Exercise instructions
Scan the records beneath this line for the line holding "thumb mcp: (72, 120)" and the line holding "index pip: (212, 145)", then transcribe exactly those two and all lines between.

--- Data listing Enclosed Below ---

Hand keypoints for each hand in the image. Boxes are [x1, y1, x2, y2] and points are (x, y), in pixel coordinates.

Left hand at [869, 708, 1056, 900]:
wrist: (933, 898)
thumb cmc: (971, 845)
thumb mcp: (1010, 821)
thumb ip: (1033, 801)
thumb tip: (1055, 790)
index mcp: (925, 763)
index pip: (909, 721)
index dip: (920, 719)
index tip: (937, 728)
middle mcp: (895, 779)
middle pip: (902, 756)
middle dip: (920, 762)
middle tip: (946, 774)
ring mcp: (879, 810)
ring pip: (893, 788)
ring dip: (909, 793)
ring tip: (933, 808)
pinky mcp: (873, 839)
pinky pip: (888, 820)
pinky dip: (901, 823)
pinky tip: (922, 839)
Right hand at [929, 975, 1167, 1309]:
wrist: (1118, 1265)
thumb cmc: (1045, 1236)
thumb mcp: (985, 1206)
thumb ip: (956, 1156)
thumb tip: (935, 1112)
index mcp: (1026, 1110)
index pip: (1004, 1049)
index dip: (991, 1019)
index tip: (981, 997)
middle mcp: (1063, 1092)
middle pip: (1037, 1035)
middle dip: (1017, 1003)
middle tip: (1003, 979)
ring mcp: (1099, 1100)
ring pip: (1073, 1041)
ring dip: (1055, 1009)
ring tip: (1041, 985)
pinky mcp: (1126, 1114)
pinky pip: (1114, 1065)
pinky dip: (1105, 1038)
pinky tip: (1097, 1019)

--- End of Enclosed Data listing ---
--- Data listing Enclosed Below ---

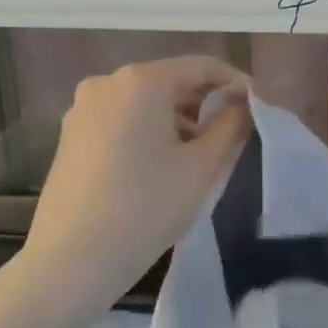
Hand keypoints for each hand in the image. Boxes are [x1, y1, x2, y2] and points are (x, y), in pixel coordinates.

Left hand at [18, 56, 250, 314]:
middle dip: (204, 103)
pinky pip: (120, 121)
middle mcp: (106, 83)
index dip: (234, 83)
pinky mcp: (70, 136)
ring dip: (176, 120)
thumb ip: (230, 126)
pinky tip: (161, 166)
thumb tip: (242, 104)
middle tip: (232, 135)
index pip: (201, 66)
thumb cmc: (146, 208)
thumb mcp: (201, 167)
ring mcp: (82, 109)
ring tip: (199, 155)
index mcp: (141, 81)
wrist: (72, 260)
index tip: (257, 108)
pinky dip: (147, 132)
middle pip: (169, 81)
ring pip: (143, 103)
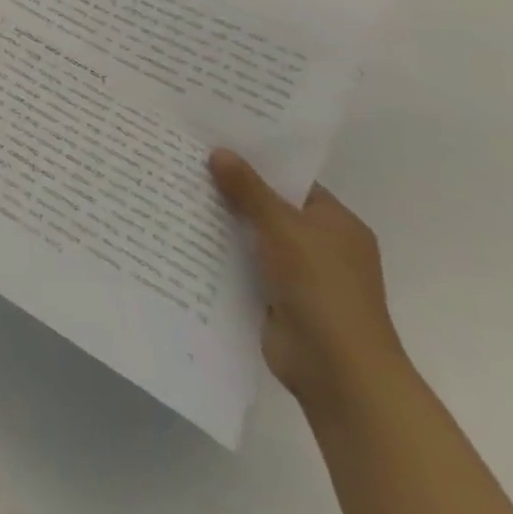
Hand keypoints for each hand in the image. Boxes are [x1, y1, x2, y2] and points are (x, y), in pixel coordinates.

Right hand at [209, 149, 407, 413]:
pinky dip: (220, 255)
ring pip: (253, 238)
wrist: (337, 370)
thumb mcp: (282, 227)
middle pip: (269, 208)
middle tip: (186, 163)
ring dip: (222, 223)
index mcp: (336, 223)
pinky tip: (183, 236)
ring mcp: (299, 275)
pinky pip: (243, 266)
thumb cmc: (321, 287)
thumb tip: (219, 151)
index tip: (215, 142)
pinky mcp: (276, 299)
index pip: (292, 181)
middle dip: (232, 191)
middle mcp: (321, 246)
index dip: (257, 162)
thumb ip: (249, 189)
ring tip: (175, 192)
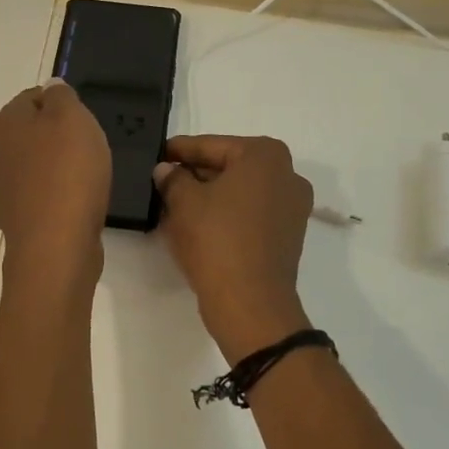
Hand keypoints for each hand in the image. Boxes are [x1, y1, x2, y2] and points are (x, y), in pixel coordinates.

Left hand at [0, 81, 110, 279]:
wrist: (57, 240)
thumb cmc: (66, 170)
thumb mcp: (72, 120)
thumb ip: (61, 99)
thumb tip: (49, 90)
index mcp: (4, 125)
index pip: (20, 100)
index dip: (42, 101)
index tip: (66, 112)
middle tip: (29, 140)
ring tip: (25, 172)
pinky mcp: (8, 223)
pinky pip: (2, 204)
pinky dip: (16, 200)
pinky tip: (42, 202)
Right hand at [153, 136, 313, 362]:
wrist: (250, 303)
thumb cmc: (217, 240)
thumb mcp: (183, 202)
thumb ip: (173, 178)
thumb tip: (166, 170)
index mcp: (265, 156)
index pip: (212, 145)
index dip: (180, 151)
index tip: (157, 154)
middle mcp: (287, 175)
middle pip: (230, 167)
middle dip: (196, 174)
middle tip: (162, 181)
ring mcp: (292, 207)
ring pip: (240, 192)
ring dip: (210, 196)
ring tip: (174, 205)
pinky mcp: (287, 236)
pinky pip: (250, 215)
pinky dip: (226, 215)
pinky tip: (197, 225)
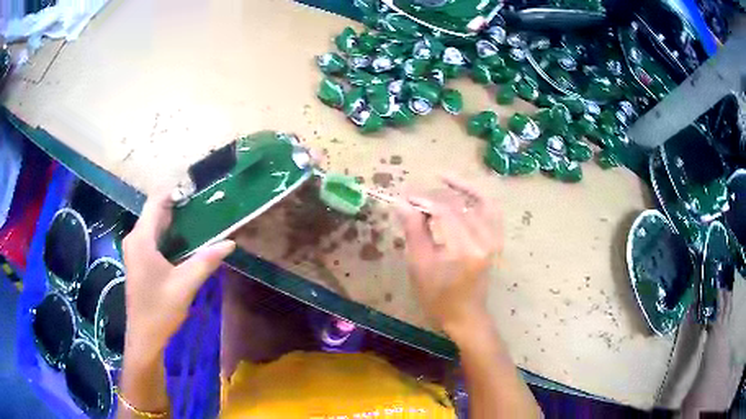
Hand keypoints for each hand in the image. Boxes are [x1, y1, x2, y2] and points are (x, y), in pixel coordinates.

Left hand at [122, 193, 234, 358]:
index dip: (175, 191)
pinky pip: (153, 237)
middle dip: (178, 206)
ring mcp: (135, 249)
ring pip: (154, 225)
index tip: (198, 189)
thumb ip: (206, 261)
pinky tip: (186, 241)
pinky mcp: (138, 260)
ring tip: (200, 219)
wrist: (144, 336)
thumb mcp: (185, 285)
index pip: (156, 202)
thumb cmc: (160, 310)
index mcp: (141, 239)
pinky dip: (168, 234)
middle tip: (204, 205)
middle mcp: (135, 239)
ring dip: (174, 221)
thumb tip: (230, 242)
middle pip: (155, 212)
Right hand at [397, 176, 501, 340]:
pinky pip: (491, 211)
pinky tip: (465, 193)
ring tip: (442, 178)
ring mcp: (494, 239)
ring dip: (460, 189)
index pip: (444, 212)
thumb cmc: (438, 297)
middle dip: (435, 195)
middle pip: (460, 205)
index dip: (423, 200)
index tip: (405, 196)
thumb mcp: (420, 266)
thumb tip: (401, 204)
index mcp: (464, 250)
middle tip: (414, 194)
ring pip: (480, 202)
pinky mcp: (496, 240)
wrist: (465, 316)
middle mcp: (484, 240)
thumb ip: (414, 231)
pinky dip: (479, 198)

--- End of Enclosed Data listing ---

Exercise solution
thumb mcp: (72, 120)
thumb ip: (61, 99)
thumb tip: (49, 90)
index mcp: (4, 125)
index pip: (20, 100)
index dip: (42, 101)
index tip: (66, 112)
middle tip: (29, 140)
ring tip: (25, 172)
pinky mcp: (8, 223)
pinky pip: (2, 204)
pinky dip: (16, 200)
pinky tip: (42, 202)
Right hand at [153, 136, 313, 362]:
wrist: (250, 303)
thumb cmc: (217, 240)
thumb mcp: (183, 202)
thumb ip: (173, 178)
thumb tip: (166, 170)
index mcp: (265, 156)
index pip: (212, 145)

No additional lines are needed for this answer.